A few years before he became prime minister, David Cameron tried to rebrand the Conservatives as an ecologically sound outfit. The behaviour of Callanan and other Tories underscores how cynical and hollow an exercise that was.

Along with his fellow Tory Malcolm Harbour, Callanan has been one of the most active participants in the Forum for Automobile and Society since its inception in 1999. The forum brings car-obsessed MEPs together with the manufacturers of their dream climate-changing machines. Both Harbour and Callanan have done nicely out of this far-too-cosy relationship (to use their leader’s words).

Harbour’s latest declaration of interests indicates that he no longer takes free gifts from his corporate chums. Nonetheless, he has spent much of his 12 years as an MEP doubling up as an adviser to the car industry and as a legislator on dossiers affecting that sector. He has attended Grand Prix racing as a guest of Jaguar and Toyota and been loaned a variety of models from different companies. Callanan, meanwhile, has admitted that he was given a discount by Ford when he bought a new car in 2006. No company gives a politician a perk without expecting something in return.

Whereas the Commission had proposed that an average new van should release no more than 135 grams of carbon dioxide per kilometre by 2020, Callanan is pressing for a far less stringent target of 140g per km. His stance mirrors that of ACEA, the main umbrella group for car and van makers in Europe, which claims that it is being required to bring down emission levels too quickly.

ACEA deserves no sympathy. Although most sectors of the EU’s economy reduced their emissions of greenhouse gases between 1990 and 2007, there was a net increase of 185 million tonnes in the amount of carbon dioxide released by road transport over that period, according to the European Environment Agency. The urgent task of making cars and vans cleaner and more fuel efficient must not be stymied by a few Tories with a surfeit of testosterone.

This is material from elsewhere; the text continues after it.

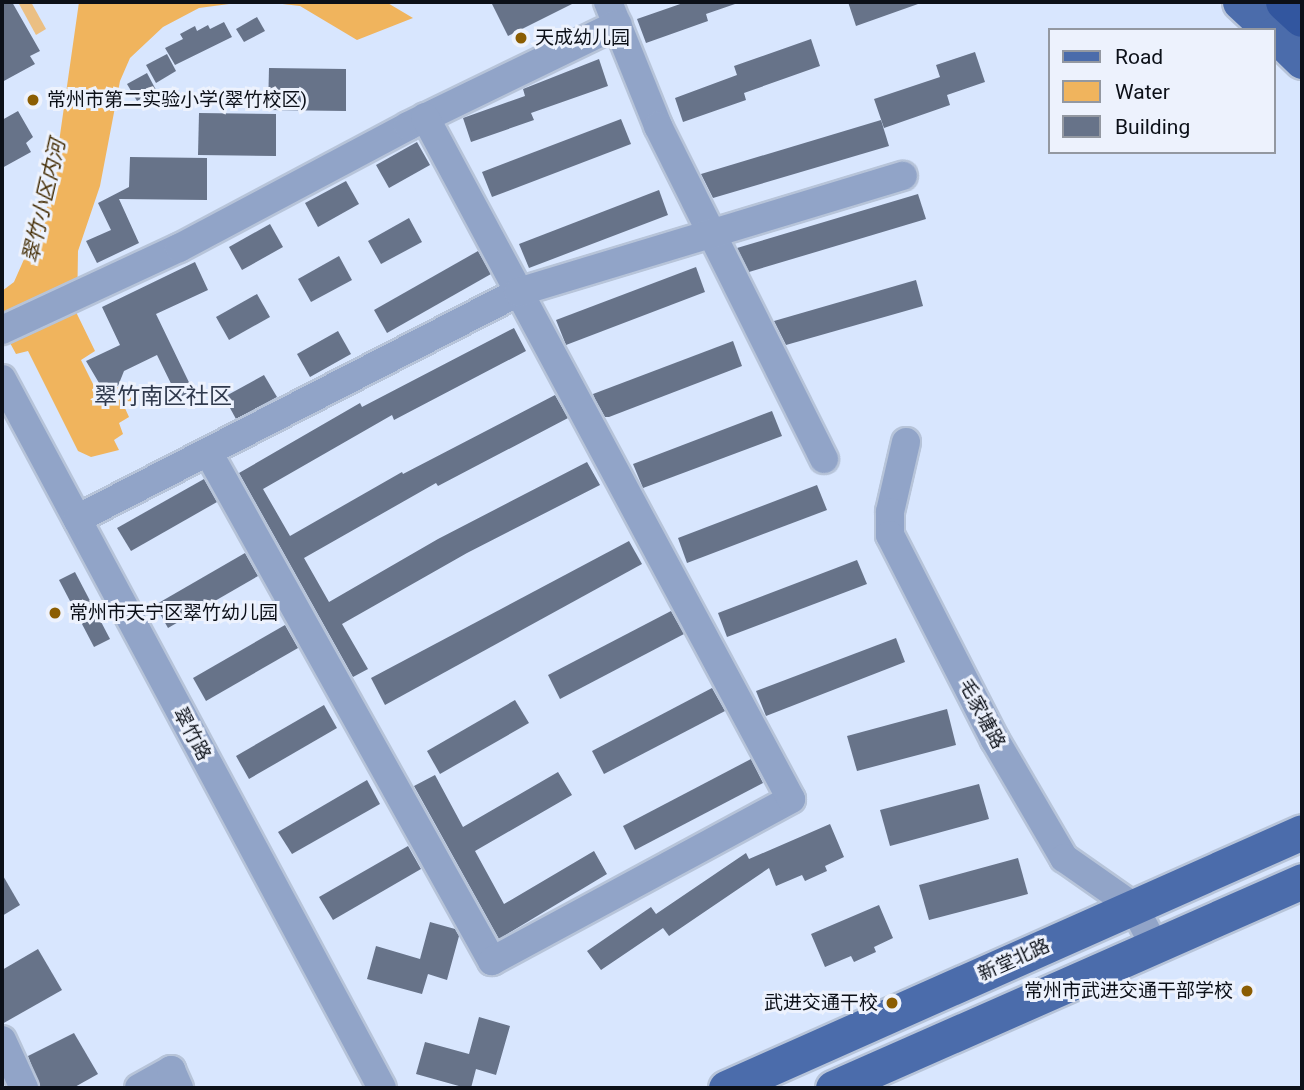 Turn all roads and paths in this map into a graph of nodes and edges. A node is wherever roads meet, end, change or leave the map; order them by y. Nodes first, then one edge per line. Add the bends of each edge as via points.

In Bursting the Brussels Bubble, a book published last year by an alliance of transparency activists, this city was labelled a paradise for corporate lobbyists. On most weekdays, it is virtually impossible to walk through the European Parliament’s corridors without bumping into hordes of gung-ho gun-for-hires. Corporate interests massively outnumber champions of nature and the poor. An authoritative source told me recently that 700 access badges to the Parliament have been issued to the pharmaceutical industry. Public health advocates, in contrast, have less than 10.

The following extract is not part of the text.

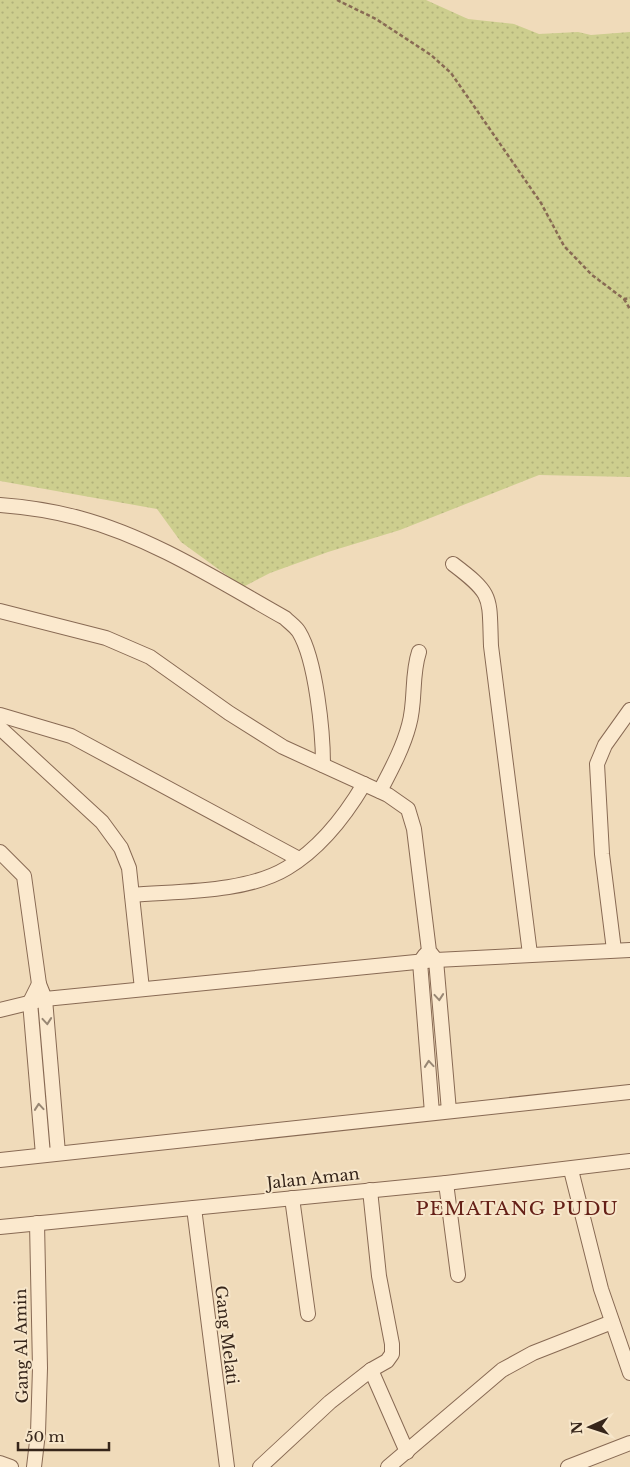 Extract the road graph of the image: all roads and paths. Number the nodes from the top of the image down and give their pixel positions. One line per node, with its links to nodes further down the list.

The Parliament’s internal rules require that its members declare gifts they receive from governments or companies. Yet there are no comparable regulations obliging MEPs to divulge who writes the amendments that they seek to planned new legislation.

One of the most important dossiers considered by the Parliament’s economic and monetary affairs committee in 2010 related to the management of hedge funds. When this dossier faced a key vote in May last year, the committee had to grapple with 1,600 suggested amendments. Parliamentary insiders estimated that half of these were drafted by lobbyists representing the financial sector.

It is a measure of how far the Parliament can be removed from the real world that this appalling state of affairs was presented as a good thing. A clip on EuroparlTV, the assembly’s in-house channel, focused on the hedge fund dossier to explain what was called “the art of the amendment”.

David Earnshaw from the public relations behemoth Burson-Marsteller featured on that piece arguing that the “tabling of amendments to some extent demonstrates the democratic process.” What nonsense. Allowing a corporate clique dictate how their industries should be regulated amounts to a subversion of the democratic process. If this carry-on is so prevalent in the EU’s only directly-elected institution, why should anyone trust the wider system?